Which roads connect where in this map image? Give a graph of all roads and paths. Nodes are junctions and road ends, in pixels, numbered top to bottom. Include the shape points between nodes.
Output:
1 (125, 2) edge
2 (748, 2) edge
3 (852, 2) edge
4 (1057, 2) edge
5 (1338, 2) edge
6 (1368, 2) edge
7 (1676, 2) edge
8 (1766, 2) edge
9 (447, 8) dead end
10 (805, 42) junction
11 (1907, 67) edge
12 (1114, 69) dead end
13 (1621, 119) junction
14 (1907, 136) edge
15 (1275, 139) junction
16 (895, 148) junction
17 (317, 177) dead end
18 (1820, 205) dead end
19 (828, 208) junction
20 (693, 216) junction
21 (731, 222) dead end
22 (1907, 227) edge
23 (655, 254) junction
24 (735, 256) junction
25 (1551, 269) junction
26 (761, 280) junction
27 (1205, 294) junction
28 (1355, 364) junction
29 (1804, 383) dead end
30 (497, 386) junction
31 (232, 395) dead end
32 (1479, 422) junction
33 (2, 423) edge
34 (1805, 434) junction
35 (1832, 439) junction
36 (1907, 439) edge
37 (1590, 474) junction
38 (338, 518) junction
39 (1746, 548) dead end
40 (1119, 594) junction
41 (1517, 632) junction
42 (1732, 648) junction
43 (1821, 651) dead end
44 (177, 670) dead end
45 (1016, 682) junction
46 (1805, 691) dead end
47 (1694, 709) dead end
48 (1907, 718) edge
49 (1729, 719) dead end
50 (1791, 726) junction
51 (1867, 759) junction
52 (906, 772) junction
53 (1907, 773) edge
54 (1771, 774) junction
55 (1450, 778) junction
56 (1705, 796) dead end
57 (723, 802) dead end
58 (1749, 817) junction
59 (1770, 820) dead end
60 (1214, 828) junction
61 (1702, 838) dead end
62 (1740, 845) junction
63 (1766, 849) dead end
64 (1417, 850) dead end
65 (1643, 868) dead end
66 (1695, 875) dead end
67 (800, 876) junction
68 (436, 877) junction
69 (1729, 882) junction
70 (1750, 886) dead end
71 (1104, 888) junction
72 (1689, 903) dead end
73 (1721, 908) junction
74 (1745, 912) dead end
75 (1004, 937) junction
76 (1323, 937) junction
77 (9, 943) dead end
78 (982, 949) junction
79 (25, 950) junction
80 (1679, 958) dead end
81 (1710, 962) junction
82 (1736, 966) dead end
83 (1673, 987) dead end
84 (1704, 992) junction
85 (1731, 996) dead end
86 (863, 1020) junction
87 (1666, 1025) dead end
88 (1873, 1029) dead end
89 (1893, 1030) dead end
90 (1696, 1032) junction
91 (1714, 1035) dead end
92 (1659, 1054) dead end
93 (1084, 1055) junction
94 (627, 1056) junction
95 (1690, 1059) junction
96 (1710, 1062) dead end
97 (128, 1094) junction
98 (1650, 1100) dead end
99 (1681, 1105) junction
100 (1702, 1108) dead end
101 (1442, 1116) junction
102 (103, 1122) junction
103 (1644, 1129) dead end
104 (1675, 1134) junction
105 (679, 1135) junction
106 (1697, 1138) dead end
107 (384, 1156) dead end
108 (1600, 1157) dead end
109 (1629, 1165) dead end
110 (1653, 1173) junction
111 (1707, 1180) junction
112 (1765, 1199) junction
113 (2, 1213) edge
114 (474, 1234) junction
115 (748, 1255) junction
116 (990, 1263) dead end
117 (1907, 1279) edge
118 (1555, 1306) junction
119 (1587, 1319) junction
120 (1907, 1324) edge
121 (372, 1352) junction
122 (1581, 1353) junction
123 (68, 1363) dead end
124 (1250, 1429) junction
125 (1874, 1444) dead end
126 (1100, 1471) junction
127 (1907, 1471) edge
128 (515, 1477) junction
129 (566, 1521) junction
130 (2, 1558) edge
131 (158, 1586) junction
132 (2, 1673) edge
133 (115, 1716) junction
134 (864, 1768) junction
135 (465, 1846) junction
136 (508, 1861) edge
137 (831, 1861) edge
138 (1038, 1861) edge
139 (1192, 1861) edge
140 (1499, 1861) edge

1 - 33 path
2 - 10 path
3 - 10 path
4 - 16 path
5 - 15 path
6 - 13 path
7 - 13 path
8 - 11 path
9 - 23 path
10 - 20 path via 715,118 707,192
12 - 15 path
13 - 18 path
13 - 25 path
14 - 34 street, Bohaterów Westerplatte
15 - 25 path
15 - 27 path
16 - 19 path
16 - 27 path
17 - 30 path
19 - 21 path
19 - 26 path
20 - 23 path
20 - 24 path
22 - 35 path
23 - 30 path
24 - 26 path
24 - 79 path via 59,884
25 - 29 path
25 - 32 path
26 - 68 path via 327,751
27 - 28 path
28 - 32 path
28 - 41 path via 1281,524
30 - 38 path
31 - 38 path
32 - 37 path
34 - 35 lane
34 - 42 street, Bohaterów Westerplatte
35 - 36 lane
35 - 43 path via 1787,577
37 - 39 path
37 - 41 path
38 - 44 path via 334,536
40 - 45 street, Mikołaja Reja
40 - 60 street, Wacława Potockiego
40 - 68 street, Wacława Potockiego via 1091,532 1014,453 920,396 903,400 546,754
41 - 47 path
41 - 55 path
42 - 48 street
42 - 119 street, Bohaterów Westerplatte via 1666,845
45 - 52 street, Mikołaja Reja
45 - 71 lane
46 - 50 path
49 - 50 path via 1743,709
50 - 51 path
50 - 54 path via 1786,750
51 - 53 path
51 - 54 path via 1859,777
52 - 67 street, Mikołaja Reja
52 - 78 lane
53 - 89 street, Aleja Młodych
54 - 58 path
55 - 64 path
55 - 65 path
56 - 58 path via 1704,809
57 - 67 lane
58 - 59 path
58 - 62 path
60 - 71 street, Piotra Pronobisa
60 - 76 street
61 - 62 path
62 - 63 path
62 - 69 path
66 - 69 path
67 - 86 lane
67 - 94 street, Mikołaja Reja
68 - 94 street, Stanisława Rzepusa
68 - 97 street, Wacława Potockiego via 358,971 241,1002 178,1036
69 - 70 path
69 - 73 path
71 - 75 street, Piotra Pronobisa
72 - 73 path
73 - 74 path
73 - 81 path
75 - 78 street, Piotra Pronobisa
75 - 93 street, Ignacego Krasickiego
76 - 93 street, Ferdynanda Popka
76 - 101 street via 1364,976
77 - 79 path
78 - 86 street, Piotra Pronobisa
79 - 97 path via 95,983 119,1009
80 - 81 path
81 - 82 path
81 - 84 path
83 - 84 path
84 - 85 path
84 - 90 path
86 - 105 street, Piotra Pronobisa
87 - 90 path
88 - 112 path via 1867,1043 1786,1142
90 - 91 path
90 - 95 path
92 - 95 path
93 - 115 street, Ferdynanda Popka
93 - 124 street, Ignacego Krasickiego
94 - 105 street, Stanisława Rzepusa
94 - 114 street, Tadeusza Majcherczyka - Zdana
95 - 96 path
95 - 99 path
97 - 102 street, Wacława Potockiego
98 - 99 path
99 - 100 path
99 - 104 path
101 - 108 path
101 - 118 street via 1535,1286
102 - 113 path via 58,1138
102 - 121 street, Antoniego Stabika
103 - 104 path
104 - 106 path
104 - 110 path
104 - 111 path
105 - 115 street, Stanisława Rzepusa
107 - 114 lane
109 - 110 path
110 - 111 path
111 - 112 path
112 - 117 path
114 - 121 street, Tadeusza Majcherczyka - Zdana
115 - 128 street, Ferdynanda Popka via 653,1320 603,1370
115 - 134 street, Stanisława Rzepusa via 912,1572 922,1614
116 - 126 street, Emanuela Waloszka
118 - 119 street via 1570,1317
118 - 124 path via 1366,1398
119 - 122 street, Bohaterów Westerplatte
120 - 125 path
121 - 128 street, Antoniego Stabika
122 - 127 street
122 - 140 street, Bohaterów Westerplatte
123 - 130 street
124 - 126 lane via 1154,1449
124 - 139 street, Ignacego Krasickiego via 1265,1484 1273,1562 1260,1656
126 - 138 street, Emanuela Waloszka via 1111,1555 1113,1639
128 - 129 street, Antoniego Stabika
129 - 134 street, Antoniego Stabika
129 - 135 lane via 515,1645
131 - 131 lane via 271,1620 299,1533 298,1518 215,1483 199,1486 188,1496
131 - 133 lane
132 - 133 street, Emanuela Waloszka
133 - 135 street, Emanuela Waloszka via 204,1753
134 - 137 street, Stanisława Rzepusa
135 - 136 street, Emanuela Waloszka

□ □ □ □ □ □ □

→ Exercise directions: State how many lines of the data above contain the string "Potockiego", and give no other words.

→ Written solution: 4